Saved data entries
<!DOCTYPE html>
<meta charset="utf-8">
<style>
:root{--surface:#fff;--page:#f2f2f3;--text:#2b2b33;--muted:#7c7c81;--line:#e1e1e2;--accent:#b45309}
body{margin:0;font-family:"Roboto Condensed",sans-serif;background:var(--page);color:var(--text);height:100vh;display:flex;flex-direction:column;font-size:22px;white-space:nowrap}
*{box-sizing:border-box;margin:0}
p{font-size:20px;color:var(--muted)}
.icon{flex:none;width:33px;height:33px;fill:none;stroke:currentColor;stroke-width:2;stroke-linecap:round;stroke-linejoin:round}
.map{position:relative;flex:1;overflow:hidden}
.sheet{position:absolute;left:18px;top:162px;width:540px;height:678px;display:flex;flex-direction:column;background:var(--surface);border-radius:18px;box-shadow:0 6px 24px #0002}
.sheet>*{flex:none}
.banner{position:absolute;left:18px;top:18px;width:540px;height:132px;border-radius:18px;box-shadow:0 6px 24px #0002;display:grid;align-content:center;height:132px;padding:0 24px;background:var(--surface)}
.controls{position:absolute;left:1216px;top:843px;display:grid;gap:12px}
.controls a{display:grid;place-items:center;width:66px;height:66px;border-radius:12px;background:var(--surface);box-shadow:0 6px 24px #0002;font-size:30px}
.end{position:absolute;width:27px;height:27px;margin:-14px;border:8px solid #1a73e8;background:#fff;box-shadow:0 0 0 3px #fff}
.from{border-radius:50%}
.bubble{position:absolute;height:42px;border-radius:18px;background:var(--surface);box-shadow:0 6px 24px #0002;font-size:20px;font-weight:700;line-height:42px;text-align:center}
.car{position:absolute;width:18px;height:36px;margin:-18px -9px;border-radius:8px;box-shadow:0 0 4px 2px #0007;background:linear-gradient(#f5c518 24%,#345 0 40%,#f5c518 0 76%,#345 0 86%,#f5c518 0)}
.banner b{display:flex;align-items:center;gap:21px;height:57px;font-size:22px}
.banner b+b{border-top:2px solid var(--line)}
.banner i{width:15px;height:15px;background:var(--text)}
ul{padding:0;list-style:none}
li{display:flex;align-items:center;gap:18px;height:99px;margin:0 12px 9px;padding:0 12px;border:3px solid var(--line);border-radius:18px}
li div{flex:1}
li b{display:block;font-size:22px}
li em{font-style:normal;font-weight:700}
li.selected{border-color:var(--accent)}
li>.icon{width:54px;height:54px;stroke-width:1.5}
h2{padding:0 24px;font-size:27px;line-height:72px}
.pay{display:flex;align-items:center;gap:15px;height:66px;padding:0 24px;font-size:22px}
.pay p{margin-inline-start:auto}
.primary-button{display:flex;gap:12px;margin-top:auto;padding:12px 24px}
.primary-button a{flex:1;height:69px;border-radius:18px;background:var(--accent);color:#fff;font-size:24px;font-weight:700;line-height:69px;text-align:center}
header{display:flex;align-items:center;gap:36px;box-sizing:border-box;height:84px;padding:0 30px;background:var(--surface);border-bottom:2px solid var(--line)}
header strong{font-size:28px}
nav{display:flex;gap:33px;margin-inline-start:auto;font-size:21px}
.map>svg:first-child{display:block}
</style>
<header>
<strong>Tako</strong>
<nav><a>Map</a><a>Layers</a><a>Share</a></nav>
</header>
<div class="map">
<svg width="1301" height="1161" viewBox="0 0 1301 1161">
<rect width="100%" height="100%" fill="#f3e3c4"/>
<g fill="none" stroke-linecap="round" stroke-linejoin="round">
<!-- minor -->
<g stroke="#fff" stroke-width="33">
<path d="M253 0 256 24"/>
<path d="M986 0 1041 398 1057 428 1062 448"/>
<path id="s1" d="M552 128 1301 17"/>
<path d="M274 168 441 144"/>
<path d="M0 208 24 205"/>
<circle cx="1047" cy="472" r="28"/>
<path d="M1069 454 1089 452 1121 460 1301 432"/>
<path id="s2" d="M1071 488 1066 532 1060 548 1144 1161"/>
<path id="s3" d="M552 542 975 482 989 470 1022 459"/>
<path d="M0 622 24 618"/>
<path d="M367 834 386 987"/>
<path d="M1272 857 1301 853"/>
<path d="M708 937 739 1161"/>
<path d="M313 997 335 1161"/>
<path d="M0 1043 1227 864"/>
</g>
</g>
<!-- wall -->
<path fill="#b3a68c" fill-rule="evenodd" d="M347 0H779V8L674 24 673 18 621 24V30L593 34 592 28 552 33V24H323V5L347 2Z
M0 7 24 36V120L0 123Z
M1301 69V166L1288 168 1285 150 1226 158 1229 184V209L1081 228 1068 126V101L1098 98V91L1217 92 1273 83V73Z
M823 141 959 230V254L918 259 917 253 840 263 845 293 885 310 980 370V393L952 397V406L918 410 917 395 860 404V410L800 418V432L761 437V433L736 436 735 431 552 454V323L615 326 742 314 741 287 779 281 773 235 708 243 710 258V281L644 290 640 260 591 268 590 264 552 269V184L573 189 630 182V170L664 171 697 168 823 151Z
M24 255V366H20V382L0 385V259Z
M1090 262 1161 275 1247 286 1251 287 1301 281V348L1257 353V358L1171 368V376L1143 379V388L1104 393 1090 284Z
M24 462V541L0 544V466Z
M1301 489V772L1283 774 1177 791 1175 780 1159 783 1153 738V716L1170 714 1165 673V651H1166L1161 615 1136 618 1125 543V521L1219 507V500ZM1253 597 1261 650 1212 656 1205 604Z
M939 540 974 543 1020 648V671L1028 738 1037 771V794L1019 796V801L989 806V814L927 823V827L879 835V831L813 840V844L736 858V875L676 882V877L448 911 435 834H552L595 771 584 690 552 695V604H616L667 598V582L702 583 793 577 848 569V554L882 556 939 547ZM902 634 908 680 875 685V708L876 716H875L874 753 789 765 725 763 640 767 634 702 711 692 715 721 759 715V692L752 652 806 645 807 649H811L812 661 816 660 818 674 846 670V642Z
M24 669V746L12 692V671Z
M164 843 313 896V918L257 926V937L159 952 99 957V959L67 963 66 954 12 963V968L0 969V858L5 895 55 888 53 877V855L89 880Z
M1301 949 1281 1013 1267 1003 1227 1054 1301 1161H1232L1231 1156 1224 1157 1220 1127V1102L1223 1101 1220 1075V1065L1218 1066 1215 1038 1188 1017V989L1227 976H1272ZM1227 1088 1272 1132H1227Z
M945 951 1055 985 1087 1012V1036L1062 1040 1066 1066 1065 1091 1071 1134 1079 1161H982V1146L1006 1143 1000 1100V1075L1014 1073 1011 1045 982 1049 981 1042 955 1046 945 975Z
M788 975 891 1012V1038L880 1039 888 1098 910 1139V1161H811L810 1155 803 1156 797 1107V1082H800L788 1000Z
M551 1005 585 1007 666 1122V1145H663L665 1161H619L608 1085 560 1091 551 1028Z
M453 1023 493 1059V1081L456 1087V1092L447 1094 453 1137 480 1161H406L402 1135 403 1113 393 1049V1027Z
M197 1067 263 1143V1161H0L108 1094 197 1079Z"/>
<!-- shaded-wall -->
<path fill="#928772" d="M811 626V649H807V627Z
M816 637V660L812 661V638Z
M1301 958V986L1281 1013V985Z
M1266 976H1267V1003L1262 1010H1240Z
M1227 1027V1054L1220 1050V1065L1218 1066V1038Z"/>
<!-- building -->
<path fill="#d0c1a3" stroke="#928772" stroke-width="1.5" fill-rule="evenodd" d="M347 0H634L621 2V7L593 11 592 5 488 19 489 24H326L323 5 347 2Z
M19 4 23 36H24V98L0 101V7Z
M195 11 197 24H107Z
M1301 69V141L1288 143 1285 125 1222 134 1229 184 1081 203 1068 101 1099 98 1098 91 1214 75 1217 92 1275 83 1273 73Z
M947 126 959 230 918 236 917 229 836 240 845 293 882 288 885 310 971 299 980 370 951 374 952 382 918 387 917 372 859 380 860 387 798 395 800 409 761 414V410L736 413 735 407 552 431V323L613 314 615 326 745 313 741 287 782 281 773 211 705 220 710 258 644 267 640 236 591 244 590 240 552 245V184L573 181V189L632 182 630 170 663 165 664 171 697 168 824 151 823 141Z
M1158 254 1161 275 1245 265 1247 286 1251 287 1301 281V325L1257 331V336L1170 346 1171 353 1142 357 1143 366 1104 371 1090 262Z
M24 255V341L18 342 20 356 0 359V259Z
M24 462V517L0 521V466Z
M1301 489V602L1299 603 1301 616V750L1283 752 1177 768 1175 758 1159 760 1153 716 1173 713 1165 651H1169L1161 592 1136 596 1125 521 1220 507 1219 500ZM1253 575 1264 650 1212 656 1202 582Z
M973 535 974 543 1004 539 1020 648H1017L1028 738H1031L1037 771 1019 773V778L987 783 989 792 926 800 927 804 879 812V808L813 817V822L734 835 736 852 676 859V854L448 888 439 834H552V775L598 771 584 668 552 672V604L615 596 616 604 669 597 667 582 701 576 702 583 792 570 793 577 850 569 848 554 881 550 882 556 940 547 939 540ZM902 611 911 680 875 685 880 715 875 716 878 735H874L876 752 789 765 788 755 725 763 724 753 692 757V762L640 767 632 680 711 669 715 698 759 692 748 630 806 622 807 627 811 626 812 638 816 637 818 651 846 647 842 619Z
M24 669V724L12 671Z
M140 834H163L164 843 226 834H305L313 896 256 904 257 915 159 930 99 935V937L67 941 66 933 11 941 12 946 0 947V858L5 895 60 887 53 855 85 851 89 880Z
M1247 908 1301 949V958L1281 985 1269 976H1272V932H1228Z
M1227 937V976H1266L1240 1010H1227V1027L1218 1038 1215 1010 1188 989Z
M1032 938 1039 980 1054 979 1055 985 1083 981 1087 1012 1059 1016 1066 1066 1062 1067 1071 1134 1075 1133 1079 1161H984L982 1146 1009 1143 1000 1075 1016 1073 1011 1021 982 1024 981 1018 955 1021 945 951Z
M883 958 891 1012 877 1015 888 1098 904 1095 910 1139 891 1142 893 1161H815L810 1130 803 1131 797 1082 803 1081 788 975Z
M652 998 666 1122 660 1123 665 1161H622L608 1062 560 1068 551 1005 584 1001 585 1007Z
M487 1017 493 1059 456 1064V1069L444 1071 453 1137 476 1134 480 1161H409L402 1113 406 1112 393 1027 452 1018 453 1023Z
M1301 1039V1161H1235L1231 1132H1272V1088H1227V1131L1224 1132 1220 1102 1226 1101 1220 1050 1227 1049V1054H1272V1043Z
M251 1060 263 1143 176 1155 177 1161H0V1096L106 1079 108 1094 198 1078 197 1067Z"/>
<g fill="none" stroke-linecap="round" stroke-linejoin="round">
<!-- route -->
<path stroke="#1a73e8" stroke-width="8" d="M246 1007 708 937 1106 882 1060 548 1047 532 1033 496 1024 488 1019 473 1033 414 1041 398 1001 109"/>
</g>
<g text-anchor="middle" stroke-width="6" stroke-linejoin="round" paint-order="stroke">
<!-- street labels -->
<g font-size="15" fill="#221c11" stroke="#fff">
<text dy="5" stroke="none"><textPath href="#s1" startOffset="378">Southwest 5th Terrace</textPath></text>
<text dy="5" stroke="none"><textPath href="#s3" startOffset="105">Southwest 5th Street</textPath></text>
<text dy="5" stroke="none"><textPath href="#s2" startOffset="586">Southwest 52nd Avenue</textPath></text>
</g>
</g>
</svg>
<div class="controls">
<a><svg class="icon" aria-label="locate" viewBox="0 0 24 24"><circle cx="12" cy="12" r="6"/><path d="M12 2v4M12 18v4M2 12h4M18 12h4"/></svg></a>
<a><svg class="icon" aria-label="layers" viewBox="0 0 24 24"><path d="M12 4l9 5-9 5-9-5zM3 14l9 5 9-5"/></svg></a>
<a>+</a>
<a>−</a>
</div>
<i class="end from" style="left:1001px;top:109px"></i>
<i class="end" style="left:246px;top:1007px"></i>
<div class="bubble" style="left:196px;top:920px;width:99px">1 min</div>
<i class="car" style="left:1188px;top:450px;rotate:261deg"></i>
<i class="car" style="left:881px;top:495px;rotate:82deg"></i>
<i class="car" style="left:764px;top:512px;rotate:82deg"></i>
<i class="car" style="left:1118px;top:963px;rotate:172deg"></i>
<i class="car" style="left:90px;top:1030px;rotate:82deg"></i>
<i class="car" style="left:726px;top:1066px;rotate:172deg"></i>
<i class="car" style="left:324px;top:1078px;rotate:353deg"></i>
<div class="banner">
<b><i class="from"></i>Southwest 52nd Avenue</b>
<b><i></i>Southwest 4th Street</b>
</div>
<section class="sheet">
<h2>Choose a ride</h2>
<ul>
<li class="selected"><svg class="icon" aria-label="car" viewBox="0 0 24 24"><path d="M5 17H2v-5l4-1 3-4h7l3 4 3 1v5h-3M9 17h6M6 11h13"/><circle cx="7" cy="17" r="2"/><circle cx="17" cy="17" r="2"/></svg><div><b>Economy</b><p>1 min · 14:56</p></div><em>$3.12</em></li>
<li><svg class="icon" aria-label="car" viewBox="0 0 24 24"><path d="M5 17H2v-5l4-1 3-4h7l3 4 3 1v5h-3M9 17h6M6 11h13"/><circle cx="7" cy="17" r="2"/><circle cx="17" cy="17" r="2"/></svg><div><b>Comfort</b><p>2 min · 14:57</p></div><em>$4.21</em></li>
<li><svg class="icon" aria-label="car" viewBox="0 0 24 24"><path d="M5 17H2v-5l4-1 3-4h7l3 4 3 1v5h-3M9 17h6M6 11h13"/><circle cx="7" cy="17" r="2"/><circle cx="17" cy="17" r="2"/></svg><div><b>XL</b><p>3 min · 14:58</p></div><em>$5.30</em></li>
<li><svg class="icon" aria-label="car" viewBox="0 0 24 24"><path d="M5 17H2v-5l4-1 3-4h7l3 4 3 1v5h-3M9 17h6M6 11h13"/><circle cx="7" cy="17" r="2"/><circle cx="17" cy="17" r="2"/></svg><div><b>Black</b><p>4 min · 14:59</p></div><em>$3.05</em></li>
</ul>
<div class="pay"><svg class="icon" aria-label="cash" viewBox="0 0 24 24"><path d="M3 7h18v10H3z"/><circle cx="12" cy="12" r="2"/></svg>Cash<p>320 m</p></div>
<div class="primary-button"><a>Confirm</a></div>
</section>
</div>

==

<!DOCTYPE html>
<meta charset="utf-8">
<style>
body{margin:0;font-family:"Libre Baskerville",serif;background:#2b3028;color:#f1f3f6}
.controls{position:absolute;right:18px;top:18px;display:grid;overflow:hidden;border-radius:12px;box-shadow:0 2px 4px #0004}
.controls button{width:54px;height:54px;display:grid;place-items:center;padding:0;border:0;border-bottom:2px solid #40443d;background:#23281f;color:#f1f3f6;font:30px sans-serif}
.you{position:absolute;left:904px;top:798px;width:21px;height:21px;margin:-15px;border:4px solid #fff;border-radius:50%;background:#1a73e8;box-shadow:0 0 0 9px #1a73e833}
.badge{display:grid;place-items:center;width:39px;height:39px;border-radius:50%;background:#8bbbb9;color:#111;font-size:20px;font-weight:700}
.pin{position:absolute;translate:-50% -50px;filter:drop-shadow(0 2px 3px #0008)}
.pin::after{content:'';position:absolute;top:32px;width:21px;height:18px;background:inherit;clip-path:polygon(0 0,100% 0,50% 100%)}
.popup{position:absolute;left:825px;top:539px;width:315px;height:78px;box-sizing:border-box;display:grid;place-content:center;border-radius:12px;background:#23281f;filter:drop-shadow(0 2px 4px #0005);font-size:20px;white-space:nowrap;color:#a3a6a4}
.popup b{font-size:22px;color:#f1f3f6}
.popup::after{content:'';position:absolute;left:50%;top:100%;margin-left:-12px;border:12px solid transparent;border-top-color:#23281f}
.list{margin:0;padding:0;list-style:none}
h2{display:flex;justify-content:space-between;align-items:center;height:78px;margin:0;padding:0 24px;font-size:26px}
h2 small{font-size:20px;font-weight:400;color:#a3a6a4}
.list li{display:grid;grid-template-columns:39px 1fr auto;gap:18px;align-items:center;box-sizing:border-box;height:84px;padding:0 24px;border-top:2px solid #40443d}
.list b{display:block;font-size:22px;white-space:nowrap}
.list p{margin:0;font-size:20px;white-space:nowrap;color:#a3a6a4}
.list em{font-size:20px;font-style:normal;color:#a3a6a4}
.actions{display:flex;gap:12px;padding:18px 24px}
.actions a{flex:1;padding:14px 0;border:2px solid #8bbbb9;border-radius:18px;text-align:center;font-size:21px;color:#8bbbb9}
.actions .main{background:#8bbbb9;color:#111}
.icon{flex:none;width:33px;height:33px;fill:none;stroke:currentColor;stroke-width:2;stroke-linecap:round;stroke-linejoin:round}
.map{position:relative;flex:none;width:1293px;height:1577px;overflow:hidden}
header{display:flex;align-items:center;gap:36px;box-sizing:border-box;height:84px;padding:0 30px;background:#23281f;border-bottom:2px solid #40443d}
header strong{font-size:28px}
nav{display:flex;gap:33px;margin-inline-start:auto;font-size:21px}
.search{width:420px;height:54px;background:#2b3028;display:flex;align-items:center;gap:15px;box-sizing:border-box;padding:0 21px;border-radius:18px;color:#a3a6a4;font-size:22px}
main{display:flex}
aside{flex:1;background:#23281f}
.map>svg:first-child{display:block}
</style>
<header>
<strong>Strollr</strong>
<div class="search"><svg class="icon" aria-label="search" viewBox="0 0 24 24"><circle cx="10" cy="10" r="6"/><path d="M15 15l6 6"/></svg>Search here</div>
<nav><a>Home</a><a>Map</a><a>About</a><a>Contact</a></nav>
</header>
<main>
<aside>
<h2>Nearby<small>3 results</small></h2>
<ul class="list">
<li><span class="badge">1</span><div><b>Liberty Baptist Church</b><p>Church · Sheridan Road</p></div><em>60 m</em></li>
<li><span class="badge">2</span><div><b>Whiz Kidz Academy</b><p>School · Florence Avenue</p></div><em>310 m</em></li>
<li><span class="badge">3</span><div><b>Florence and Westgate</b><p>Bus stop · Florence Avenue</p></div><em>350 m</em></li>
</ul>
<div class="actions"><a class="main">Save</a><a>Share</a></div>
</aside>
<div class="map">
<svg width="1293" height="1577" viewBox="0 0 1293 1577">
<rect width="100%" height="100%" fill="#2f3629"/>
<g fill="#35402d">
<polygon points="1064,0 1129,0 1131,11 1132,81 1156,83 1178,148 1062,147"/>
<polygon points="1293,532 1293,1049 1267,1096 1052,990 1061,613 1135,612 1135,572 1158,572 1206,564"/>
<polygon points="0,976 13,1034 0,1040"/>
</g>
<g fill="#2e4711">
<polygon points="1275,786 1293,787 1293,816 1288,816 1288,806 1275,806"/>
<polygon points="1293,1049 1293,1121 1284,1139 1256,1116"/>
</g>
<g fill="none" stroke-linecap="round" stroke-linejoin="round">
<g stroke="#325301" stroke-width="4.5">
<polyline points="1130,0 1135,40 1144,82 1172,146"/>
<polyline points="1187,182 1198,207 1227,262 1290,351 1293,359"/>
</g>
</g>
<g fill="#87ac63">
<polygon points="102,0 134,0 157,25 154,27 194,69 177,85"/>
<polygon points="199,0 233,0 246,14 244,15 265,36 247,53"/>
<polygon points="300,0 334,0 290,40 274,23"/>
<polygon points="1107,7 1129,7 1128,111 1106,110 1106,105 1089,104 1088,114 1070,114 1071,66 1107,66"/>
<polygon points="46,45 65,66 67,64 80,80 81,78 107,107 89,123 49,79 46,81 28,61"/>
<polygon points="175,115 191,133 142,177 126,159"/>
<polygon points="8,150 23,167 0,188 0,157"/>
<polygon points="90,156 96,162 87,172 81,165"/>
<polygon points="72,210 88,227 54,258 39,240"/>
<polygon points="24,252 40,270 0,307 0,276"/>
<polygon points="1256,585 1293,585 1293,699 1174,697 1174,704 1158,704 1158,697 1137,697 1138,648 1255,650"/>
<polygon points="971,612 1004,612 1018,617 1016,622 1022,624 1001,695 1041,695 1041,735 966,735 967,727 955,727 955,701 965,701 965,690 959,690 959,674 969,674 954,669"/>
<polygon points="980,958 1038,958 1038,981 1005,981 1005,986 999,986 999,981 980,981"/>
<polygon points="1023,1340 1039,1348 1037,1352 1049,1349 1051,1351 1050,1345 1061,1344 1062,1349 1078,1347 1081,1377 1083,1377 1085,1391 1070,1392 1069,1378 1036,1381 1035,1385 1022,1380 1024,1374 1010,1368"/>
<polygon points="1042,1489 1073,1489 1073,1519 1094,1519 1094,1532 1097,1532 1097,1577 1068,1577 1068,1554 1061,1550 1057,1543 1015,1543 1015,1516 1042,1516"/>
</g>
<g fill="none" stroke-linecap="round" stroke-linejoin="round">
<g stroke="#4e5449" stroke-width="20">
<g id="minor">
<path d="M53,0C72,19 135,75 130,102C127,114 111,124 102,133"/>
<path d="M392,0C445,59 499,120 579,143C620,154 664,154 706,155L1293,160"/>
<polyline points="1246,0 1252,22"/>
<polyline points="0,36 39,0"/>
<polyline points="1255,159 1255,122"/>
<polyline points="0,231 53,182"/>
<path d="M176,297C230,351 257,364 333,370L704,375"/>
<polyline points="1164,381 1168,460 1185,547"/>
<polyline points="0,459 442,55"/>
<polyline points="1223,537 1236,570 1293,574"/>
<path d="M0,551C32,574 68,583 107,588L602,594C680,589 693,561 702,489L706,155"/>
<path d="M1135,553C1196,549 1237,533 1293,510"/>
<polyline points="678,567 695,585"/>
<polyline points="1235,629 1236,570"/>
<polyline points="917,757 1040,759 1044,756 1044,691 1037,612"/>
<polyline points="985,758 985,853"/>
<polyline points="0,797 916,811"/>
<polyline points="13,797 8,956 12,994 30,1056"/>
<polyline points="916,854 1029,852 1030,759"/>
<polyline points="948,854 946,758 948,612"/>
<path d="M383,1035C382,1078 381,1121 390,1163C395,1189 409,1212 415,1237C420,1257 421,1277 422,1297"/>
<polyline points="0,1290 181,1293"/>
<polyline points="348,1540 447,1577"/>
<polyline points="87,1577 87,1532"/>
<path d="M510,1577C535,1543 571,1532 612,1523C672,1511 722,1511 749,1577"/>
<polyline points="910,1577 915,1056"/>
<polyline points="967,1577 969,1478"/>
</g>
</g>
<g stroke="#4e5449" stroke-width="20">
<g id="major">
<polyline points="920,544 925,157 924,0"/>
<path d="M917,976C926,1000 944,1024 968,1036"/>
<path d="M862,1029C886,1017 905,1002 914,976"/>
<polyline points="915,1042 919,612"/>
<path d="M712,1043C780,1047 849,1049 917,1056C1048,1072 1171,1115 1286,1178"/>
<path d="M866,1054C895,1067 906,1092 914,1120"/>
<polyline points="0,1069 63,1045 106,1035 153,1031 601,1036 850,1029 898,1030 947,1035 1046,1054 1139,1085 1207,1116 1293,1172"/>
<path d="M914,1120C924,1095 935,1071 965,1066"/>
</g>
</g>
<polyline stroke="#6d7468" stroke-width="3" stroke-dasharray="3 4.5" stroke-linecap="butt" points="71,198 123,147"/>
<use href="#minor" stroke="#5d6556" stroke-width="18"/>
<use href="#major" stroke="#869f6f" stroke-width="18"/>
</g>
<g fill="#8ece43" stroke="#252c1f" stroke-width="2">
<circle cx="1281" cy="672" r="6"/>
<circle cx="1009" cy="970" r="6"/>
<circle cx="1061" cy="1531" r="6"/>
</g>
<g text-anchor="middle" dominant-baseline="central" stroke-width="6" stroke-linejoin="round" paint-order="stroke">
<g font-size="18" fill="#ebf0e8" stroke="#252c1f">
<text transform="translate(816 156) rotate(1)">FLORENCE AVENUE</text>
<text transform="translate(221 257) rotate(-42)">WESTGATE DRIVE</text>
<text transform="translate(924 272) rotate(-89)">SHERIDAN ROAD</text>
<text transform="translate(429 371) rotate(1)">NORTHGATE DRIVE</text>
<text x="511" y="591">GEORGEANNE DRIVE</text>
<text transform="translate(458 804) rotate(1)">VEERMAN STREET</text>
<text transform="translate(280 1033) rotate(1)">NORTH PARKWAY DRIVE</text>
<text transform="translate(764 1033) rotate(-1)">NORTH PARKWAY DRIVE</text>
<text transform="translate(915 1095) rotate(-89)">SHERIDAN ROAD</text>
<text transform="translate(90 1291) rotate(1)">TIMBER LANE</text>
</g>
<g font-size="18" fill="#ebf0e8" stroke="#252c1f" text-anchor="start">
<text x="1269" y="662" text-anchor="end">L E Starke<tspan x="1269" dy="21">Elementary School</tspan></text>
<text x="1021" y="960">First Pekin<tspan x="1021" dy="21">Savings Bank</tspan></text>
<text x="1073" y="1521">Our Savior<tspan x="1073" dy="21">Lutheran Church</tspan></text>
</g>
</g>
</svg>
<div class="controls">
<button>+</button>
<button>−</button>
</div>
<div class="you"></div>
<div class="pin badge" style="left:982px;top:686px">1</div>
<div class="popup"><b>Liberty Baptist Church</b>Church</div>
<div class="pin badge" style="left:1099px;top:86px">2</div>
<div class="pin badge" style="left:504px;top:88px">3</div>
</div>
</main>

WORK INSTRUCTION
Go through the lines above and copy any that contain "sans".

YOUR RESPONSE
body{margin:0;font-family:"Roboto Condensed",sans-serif;background:var(--page);color:var(--text);height:100vh;display:flex;flex-direction:column;font-size:22px;white-space:nowrap}
.controls button{width:54px;height:54px;display:grid;place-items:center;padding:0;border:0;border-bottom:2px solid #40443d;background:#23281f;color:#f1f3f6;font:30px sans-serif}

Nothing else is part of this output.